Working data:
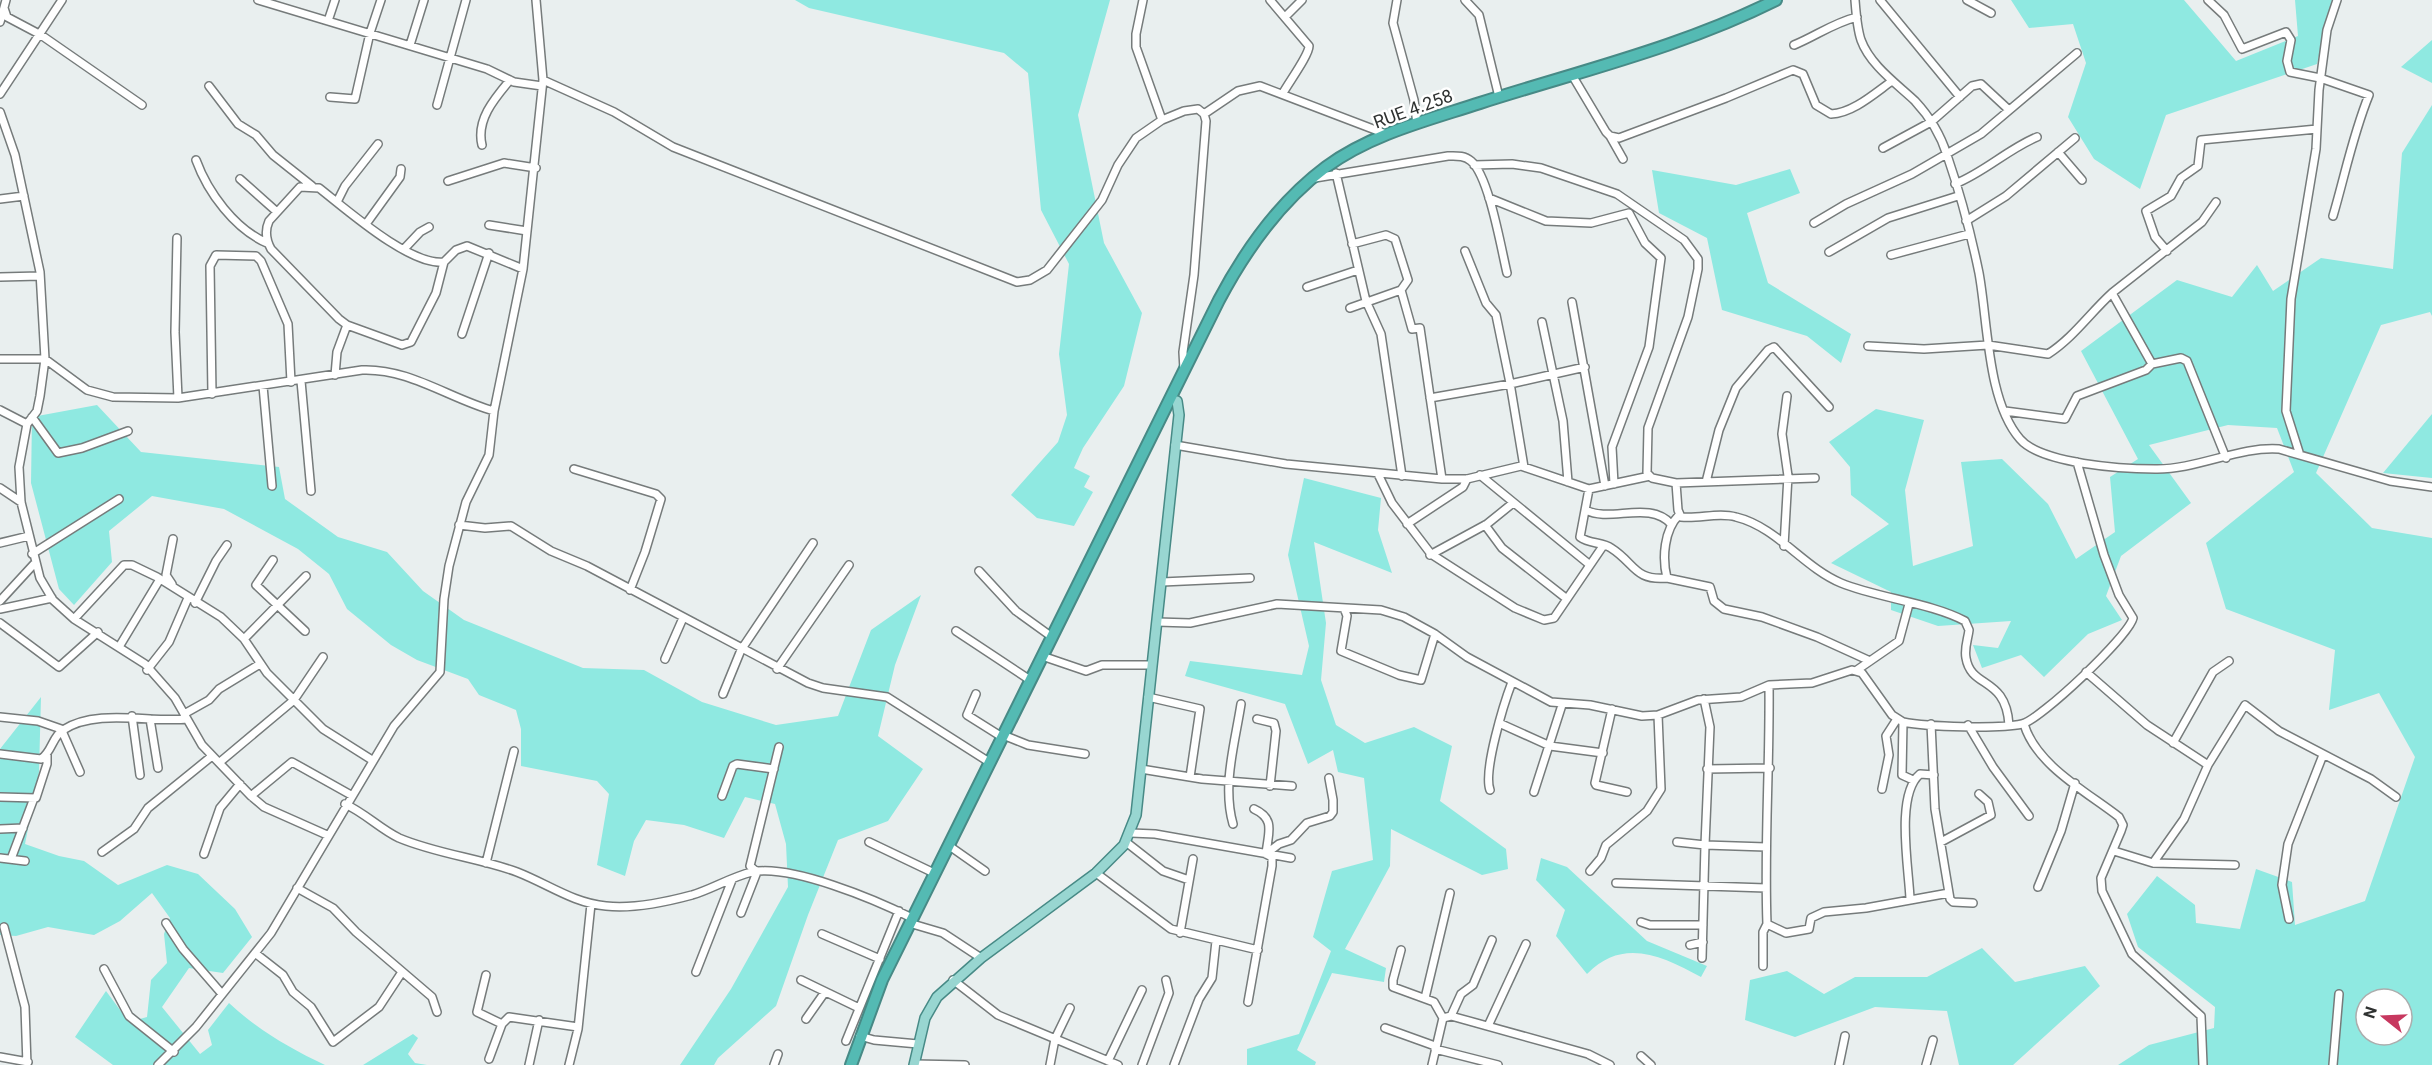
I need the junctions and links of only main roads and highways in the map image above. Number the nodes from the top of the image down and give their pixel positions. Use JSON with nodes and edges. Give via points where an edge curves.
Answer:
{"nodes":[{"id":1,"x":1776,"y":0,"type":"edge"},
{"id":2,"x":1175,"y":398,"type":"junction"},
{"id":3,"x":914,"y":1064,"type":"edge"},
{"id":4,"x":851,"y":1065,"type":"edge"}],
"edges":[{"from":1,"to":2,"type":"highway","name":"RUE 4.258","via":[[1683,40],[1417,124],[1352,151],[1312,179],[1283,206],[1244,255],[1184,371]]},
{"from":2,"to":3,"type":"main road","via":[[1179,415],[1162,582],[1136,815],[1128,837],[1096,873],[953,980],[930,1008]]},
{"from":2,"to":4,"type":"highway","name":"RUE 4.258","via":[[911,920],[875,995]]}]}
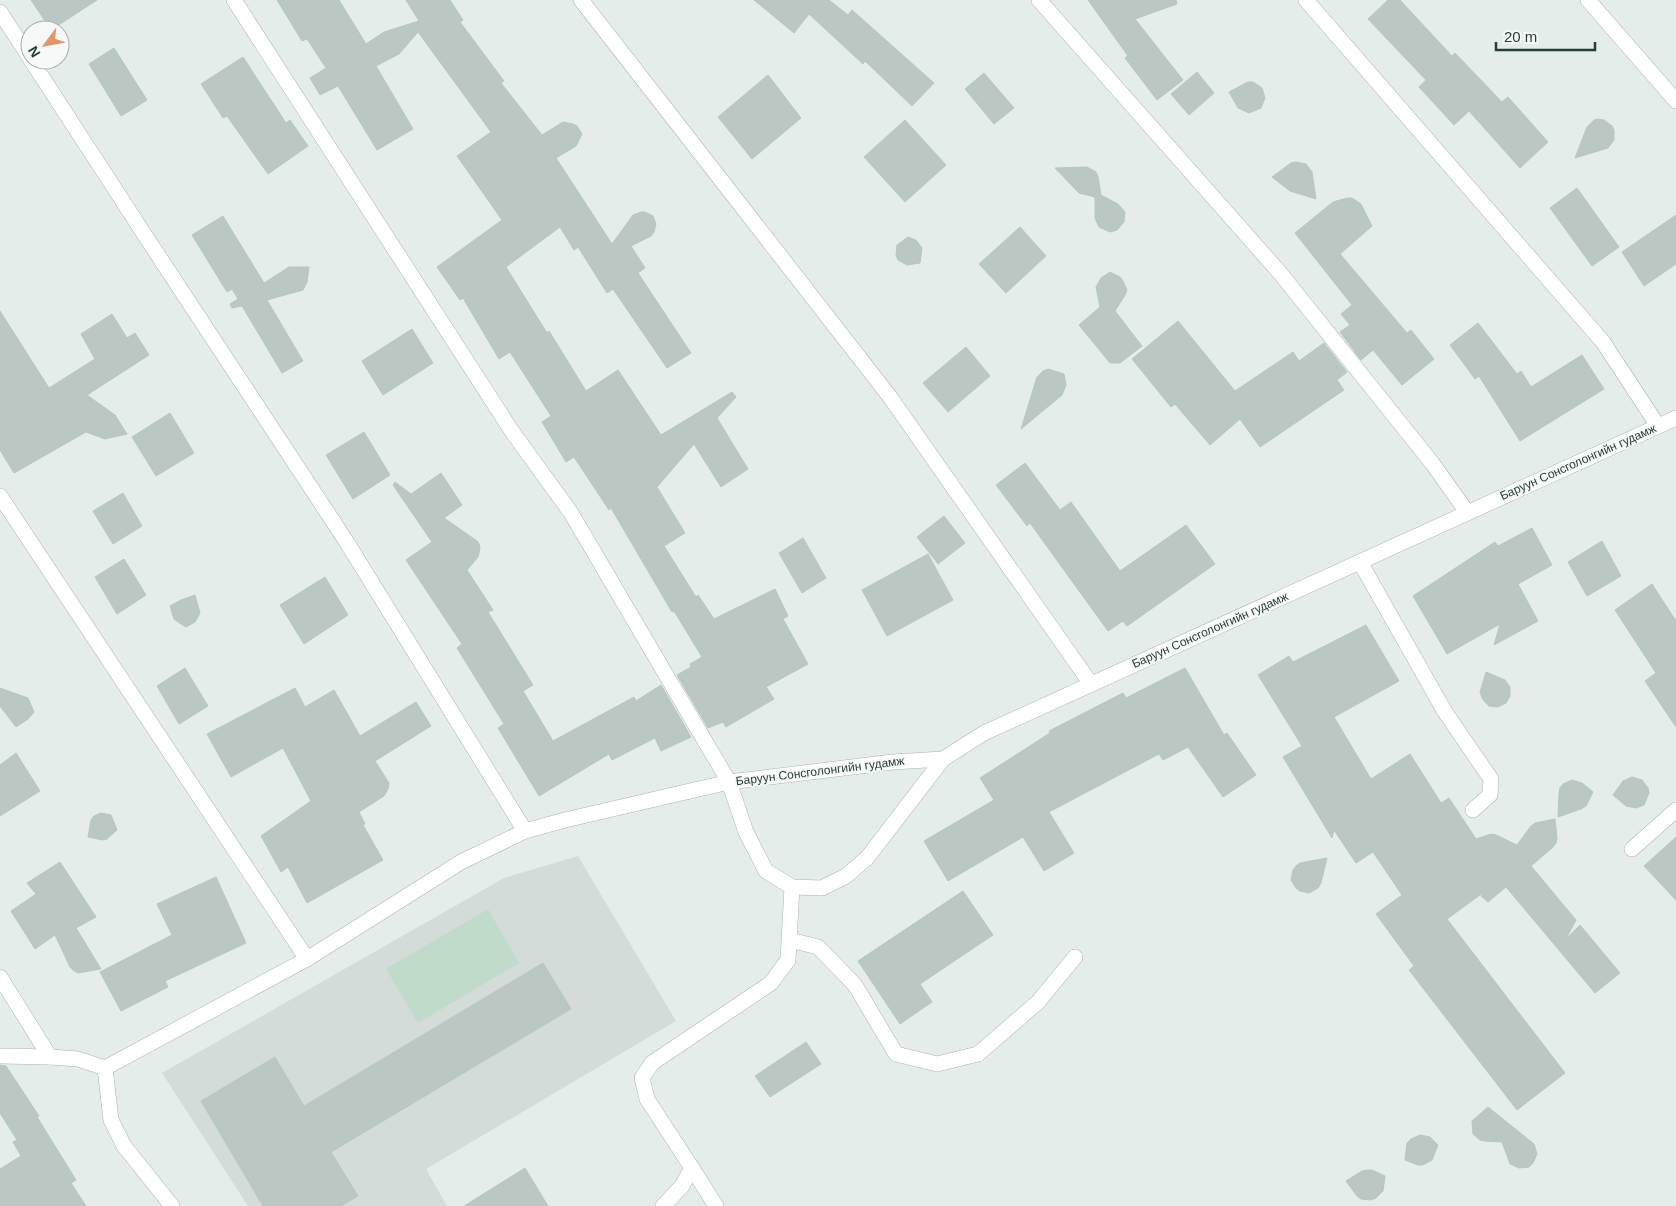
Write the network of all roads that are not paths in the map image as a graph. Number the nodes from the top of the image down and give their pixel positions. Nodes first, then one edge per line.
1 (234, 0) edge
2 (581, 0) edge
3 (1039, 0) edge
4 (1306, 0) edge
5 (1588, 0) edge
6 (0, 12) edge
7 (20, 42) edge
8 (38, 70) edge
9 (1676, 101) edge
10 (1676, 418) edge
11 (1658, 426) junction
12 (0, 496) edge
13 (1467, 512) junction
14 (1360, 562) junction
15 (1091, 684) junction
16 (943, 758) junction
17 (729, 782) junction
18 (1472, 810) dead end
19 (1676, 810) edge
20 (525, 831) junction
21 (1632, 849) dead end
22 (792, 887) junction
23 (790, 940) junction
24 (1075, 958) dead end
25 (307, 959) junction
26 (0, 977) edge
27 (0, 1056) edge
28 (50, 1057) junction
29 (105, 1068) junction
30 (692, 1168) junction
31 (172, 1206) edge
32 (664, 1206) edge
33 (716, 1206) edge

1 - 17 street
2 - 15 street
3 - 13 street
4 - 11 street
5 - 9 street
6 - 7 street
8 - 20 street
10 - 11 street, Баруун Сонсголонгийн гудамж
11 - 13 street, Баруун Сонсголонгийн гудамж
12 - 25 street
13 - 14 street, Баруун Сонсголонгийн гудамж
14 - 15 street, Баруун Сонсголонгийн гудамж
14 - 18 street
15 - 16 street, Баруун Сонсголонгийн гудамж
16 - 17 street, Баруун Сонсголонгийн гудамж
16 - 22 street
17 - 20 street, Баруун Сонсголонгийн гудамж
17 - 22 street
19 - 21 street
20 - 25 street, Баруун Сонсголонгийн гудамж
22 - 23 street
23 - 24 street
23 - 30 street
25 - 29 street, Баруун Сонсголонгийн гудамж
26 - 28 street
27 - 28 street
28 - 29 street
29 - 31 street
30 - 32 street
30 - 33 street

What you should do: Your task is to repeat the entries above exactly, omitting the pictures.

Answer section:
I need the junctions and links of only main roads and highways in the map image above. Number the nodes from the top of the image down and give their pixel positions. Use JSON with nodes and edges. Give via points where an edge curves.
Answer:
{"nodes":[{"id":1,"x":1776,"y":0,"type":"edge"},
{"id":2,"x":1175,"y":398,"type":"junction"},
{"id":3,"x":914,"y":1064,"type":"edge"},
{"id":4,"x":851,"y":1065,"type":"edge"}],
"edges":[{"from":1,"to":2,"type":"highway","name":"RUE 4.258","via":[[1683,40],[1417,124],[1352,151],[1312,179],[1283,206],[1244,255],[1184,371]]},
{"from":2,"to":3,"type":"main road","via":[[1179,415],[1162,582],[1136,815],[1128,837],[1096,873],[953,980],[930,1008]]},
{"from":2,"to":4,"type":"highway","name":"RUE 4.258","via":[[911,920],[875,995]]}]}
Write the network of all roads that are not paths in the map image as a graph. Number the nodes from the top of the image down and give their pixel positions. Nodes first, then one edge per line.
1 (234, 0) edge
2 (581, 0) edge
3 (1039, 0) edge
4 (1306, 0) edge
5 (1588, 0) edge
6 (0, 12) edge
7 (20, 42) edge
8 (38, 70) edge
9 (1676, 101) edge
10 (1676, 418) edge
11 (1658, 426) junction
12 (0, 496) edge
13 (1467, 512) junction
14 (1360, 562) junction
15 (1091, 684) junction
16 (943, 758) junction
17 (729, 782) junction
18 (1472, 810) dead end
19 (1676, 810) edge
20 (525, 831) junction
21 (1632, 849) dead end
22 (792, 887) junction
23 (790, 940) junction
24 (1075, 958) dead end
25 (307, 959) junction
26 (0, 977) edge
27 (0, 1056) edge
28 (50, 1057) junction
29 (105, 1068) junction
30 (692, 1168) junction
31 (172, 1206) edge
32 (664, 1206) edge
33 (716, 1206) edge

1 - 17 street
2 - 15 street
3 - 13 street
4 - 11 street
5 - 9 street
6 - 7 street
8 - 20 street
10 - 11 street, Баруун Сонсголонгийн гудамж
11 - 13 street, Баруун Сонсголонгийн гудамж
12 - 25 street
13 - 14 street, Баруун Сонсголонгийн гудамж
14 - 15 street, Баруун Сонсголонгийн гудамж
14 - 18 street
15 - 16 street, Баруун Сонсголонгийн гудамж
16 - 17 street, Баруун Сонсголонгийн гудамж
16 - 22 street
17 - 20 street, Баруун Сонсголонгийн гудамж
17 - 22 street
19 - 21 street
20 - 25 street, Баруун Сонсголонгийн гудамж
22 - 23 street
23 - 24 street
23 - 30 street
25 - 29 street, Баруун Сонсголонгийн гудамж
26 - 28 street
27 - 28 street
28 - 29 street
29 - 31 street
30 - 32 street
30 - 33 street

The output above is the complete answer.